Groupie123 · 20/06/2017 17:13
If she's having bridesmaids and doesn't want you to be one, then you wouldn't be unreasonable at all to remove her as bridesmaid for your wedding. She might even be expecting it.
I'm all for do your wedding your way, but when this slips into rudeness and inconsideration then you do need to stand up for yourself. Tell her she's no longer chief bridesmaid, let your friends know, and that's it. If she complains about it (and I doubt she will) then just give her the same reason she gave you.
Bridesmaidbother · 20/06/2017 17:14
It's going to be a large wedding, over 100 guests and 5 bridesmaids so I don't think it's a cost thing.
I haven't asked why directly - I'm worried she'll say something awful like I'll look out of place amongst her glamorous friends which I know is complete paranoia but still!
GinSwigmore · 20/06/2017 17:15
YANBU she should be having you as a matron of honour. Unless she is having no bridesmaids at all or just little ones (in which case you'd be doing the Kate Middleton role having to silently hiss at them to behave!)
I think in the circumstances you try and rise above it. But if she's your chief bridesmaid demote the rhymes with witch ;-)
WinifredAtwellsOtherPiano · 20/06/2017 17:21
It does depend on whether she's having other adult bridesmaids. I was slightly tragically disappointed when DSis didn't have my DD as a bridesmaid - but it was a registry office wedding in a short frock and she just wasn't doing the whole bridesmaid thing at all so I didn't actually resent it at all. If it had been a huge church job with a six foot train held by a string of bridesmaids and flower girls I'd have been properly pissed off for me/DD to be left out.
beekeeper17 · 20/06/2017 17:25
I would ask her why, at least you would know then.
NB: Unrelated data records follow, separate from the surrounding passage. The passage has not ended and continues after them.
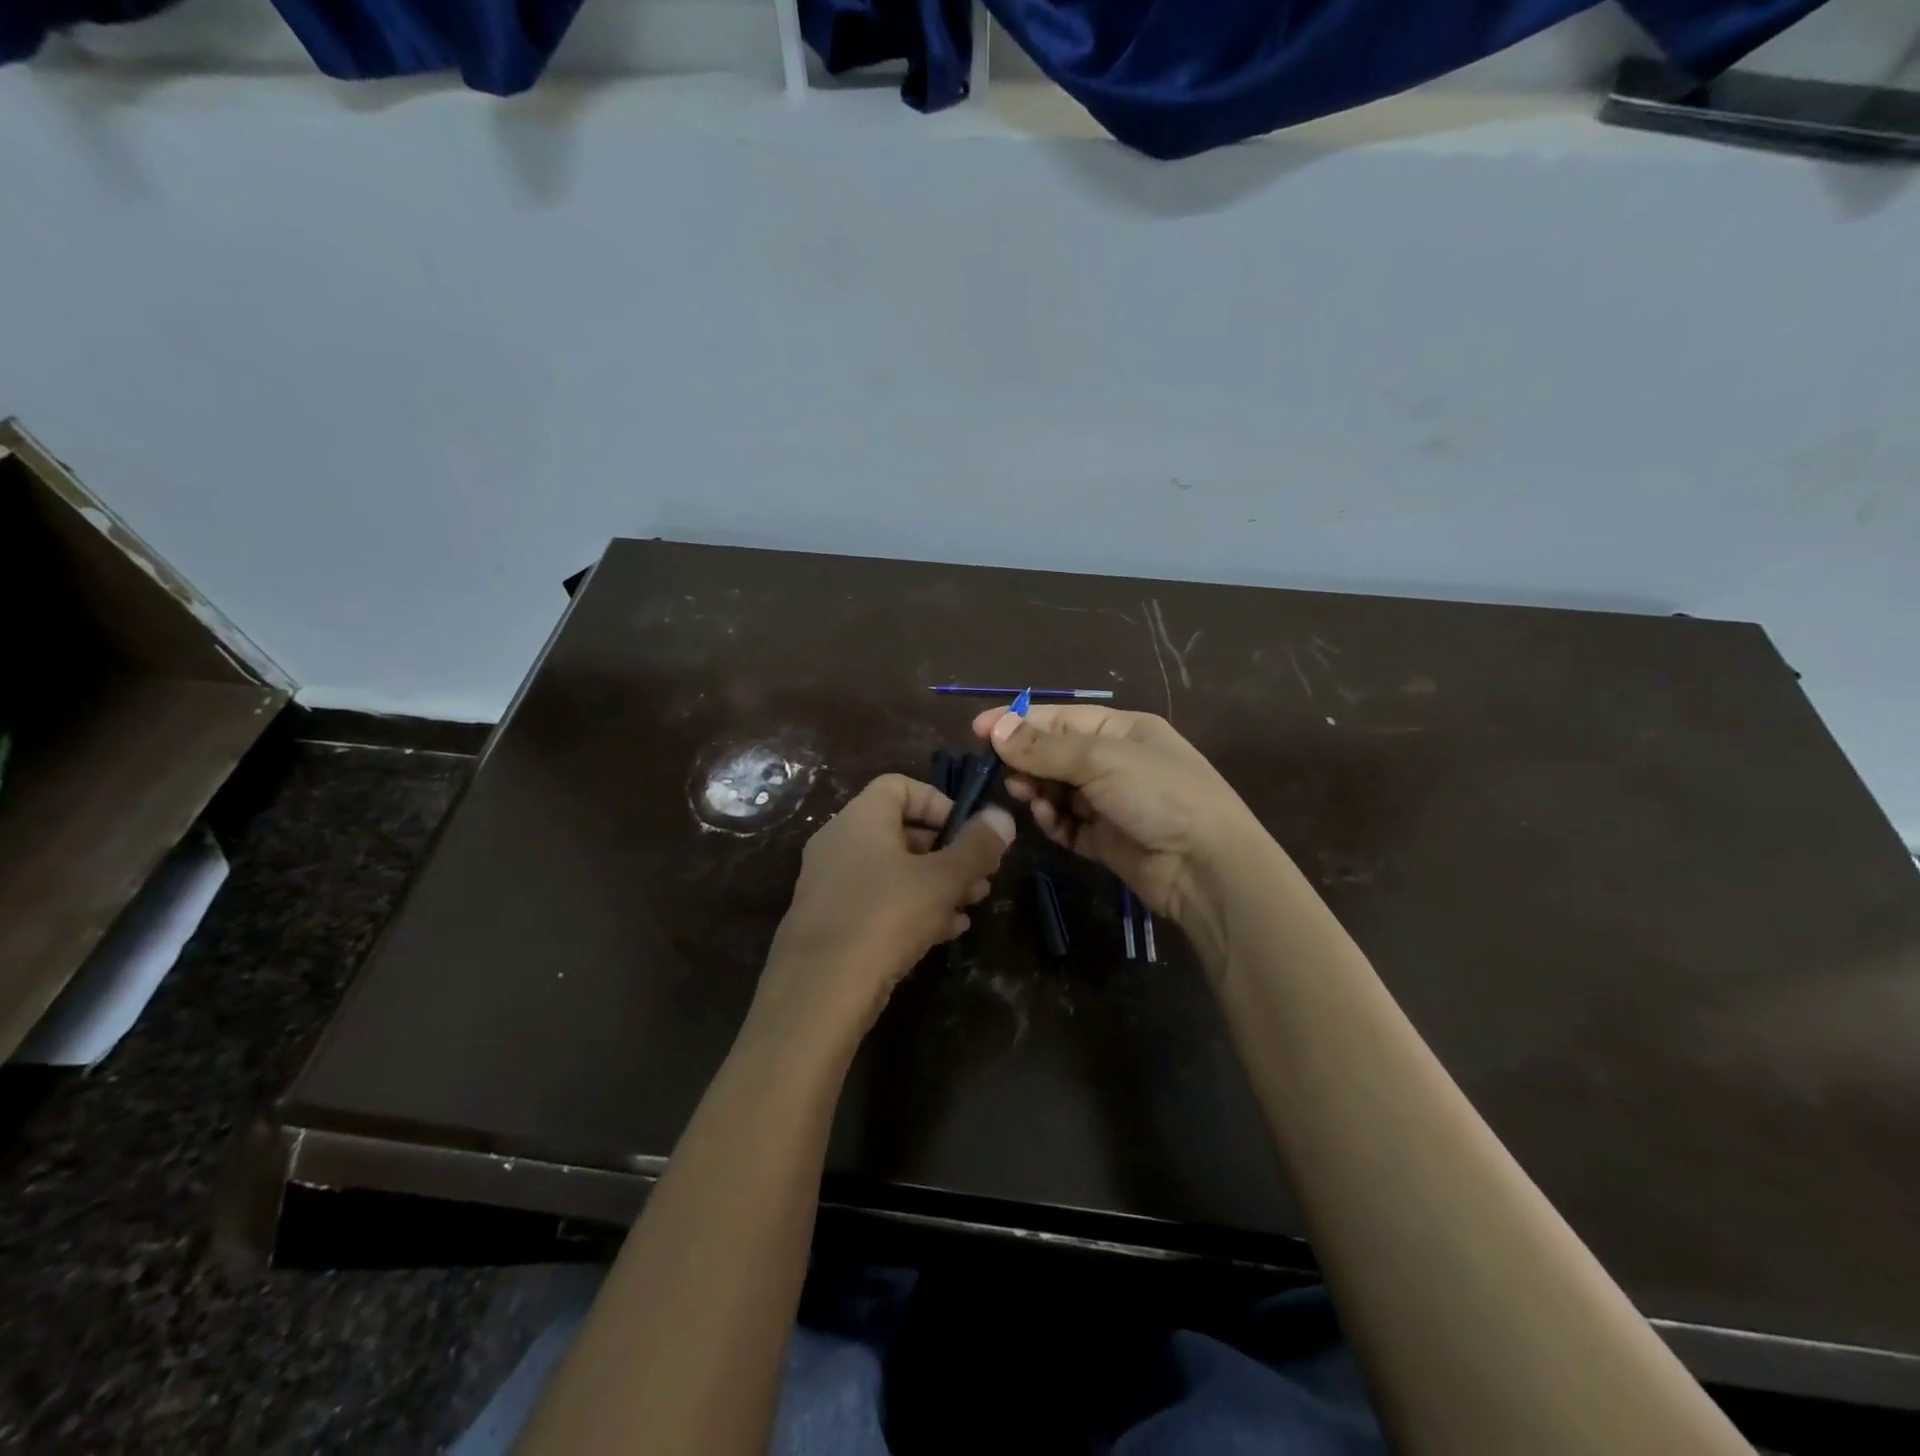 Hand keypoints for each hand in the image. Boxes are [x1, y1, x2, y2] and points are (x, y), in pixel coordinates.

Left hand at [753, 774, 1014, 1049]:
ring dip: (935, 883)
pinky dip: (911, 907)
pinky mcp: (831, 920)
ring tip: (971, 905)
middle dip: (947, 851)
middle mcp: (840, 842)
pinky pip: (877, 900)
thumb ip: (976, 847)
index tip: (968, 832)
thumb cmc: (885, 917)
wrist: (819, 991)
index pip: (900, 786)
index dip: (939, 802)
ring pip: (892, 870)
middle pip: (900, 830)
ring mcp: (831, 883)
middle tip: (981, 876)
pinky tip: (946, 931)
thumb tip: (1003, 816)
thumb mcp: (942, 880)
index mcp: (860, 818)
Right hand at [973, 705, 1265, 939]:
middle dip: (1028, 761)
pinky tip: (1050, 820)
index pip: (1060, 718)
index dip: (1019, 722)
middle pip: (1056, 754)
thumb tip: (995, 729)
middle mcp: (1116, 762)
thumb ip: (1045, 748)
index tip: (978, 730)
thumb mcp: (1101, 760)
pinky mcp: (1106, 839)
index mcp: (1123, 730)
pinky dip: (1055, 821)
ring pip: (1058, 790)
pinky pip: (1068, 824)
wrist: (1207, 867)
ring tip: (1028, 796)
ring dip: (1039, 791)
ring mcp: (1111, 802)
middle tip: (1004, 773)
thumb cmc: (1159, 795) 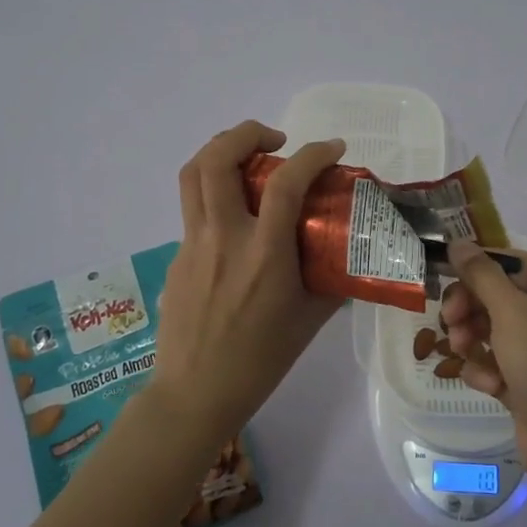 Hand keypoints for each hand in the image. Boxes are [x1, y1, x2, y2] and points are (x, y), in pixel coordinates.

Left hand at [150, 121, 346, 444]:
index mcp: (264, 254)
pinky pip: (194, 208)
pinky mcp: (177, 256)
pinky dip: (216, 192)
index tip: (334, 149)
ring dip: (221, 151)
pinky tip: (237, 220)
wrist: (195, 394)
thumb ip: (331, 279)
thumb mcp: (310, 320)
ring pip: (193, 174)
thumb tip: (349, 253)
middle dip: (247, 133)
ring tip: (249, 159)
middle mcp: (224, 238)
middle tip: (276, 140)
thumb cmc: (260, 361)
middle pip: (218, 159)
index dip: (313, 154)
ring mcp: (193, 244)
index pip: (286, 183)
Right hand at [440, 242, 526, 508]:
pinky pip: (499, 363)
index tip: (442, 273)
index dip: (478, 266)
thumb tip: (458, 242)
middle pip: (500, 297)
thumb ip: (482, 276)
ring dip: (473, 339)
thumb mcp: (513, 313)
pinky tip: (488, 385)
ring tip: (462, 352)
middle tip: (449, 320)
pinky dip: (487, 370)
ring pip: (494, 331)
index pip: (514, 264)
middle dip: (471, 308)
It could be something silly like there are 5 men in the bridal party and she wants 5 bridesmaids for the photos to look better (not that this is a reason I would pick bridesmaids but some people really care about these things).
I would feel hurt but if it was me I wouldn't bother dropping her from your bridal party, it starts to look petty then. My sister didn't want me to sit at the top table but she wanted her other bridesmaids to (I was a bridesmaid). I felt really hurt and spoke to her about it. In the end she did put me on the top table but probably just because she felt she had to. Like you and your sister, we're not overly close and I feel like I'm always making more of an effort to arrange meet ups and things, she never seems bothered!
I would ask her about it though, at the very least she'll realise that it's a hurtful thing to do.
Bridesmaidbother · 20/06/2017 17:28
I absolutely don't want to drop her as a bridesmaid but I've had friends suggest I do it which is inflaming the situation.
I guess I'm just wondering whether I'm being immature and reverting to teenage stereotype or whether other people would also be upset.